Exercise material —
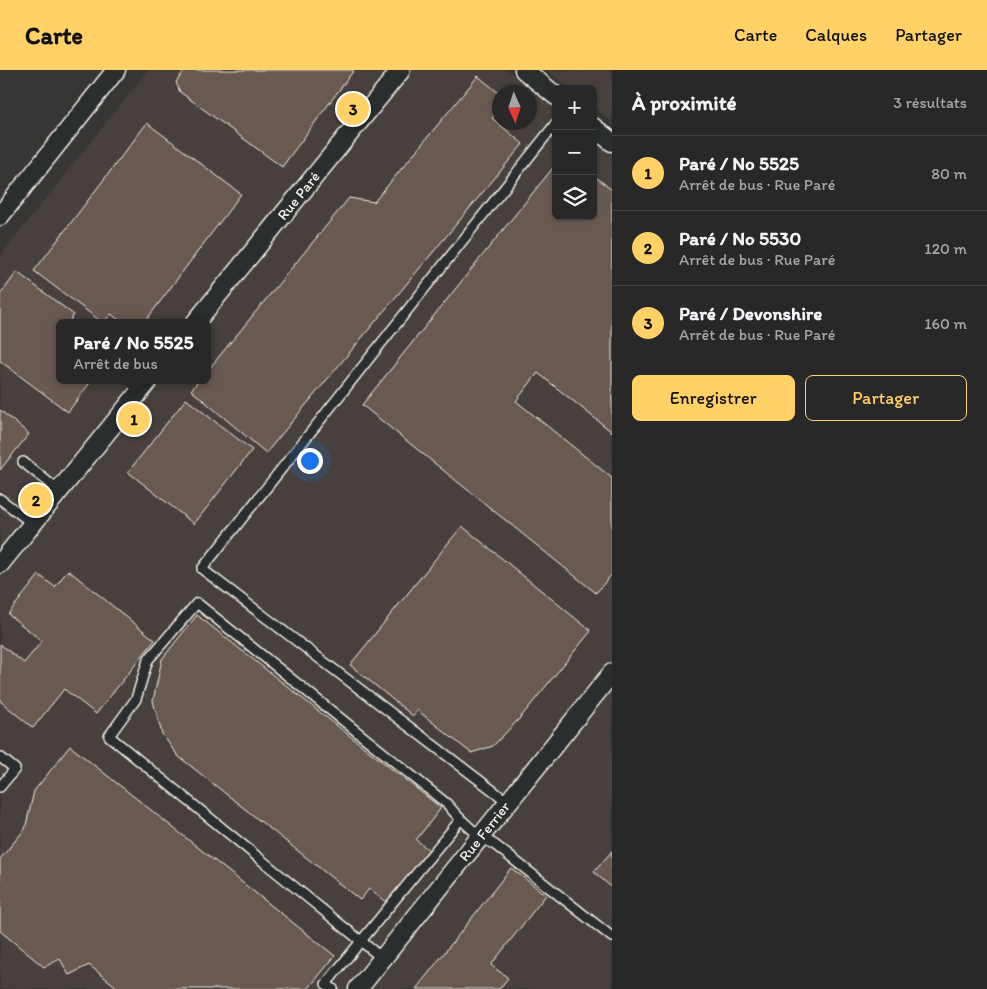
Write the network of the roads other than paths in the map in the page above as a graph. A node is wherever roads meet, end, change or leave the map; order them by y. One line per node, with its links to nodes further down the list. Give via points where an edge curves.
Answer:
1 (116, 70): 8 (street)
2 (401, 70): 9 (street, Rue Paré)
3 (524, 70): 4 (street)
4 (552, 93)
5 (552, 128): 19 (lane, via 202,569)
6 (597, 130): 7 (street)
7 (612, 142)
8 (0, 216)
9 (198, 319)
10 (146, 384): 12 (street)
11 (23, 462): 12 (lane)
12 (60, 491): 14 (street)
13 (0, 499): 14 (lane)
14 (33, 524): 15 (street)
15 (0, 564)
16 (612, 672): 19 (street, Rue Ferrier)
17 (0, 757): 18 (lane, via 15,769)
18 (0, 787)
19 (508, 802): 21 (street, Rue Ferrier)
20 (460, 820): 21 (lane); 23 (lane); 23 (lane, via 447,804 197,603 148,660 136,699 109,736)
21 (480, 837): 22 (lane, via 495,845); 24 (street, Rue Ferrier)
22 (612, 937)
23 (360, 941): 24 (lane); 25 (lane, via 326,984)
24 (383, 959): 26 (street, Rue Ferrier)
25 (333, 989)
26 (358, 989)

The task —
Where a record holds a picture, skip the picture and copy everything else exactly.

Answer for this exercise —
Write the network of the roads other than paths in the map in the page above as a graph. A node is wherever roads meet, end, change or leave the map; order them by y. One line per node, with its links to nodes further down the list. Give via points where an edge curves.
Answer:
1 (116, 70): 8 (street)
2 (401, 70): 9 (street, Rue Paré)
3 (524, 70): 4 (street)
4 (552, 93)
5 (552, 128): 19 (lane, via 202,569)
6 (597, 130): 7 (street)
7 (612, 142)
8 (0, 216)
9 (198, 319)
10 (146, 384): 12 (street)
11 (23, 462): 12 (lane)
12 (60, 491): 14 (street)
13 (0, 499): 14 (lane)
14 (33, 524): 15 (street)
15 (0, 564)
16 (612, 672): 19 (street, Rue Ferrier)
17 (0, 757): 18 (lane, via 15,769)
18 (0, 787)
19 (508, 802): 21 (street, Rue Ferrier)
20 (460, 820): 21 (lane); 23 (lane); 23 (lane, via 447,804 197,603 148,660 136,699 109,736)
21 (480, 837): 22 (lane, via 495,845); 24 (street, Rue Ferrier)
22 (612, 937)
23 (360, 941): 24 (lane); 25 (lane, via 326,984)
24 (383, 959): 26 (street, Rue Ferrier)
25 (333, 989)
26 (358, 989)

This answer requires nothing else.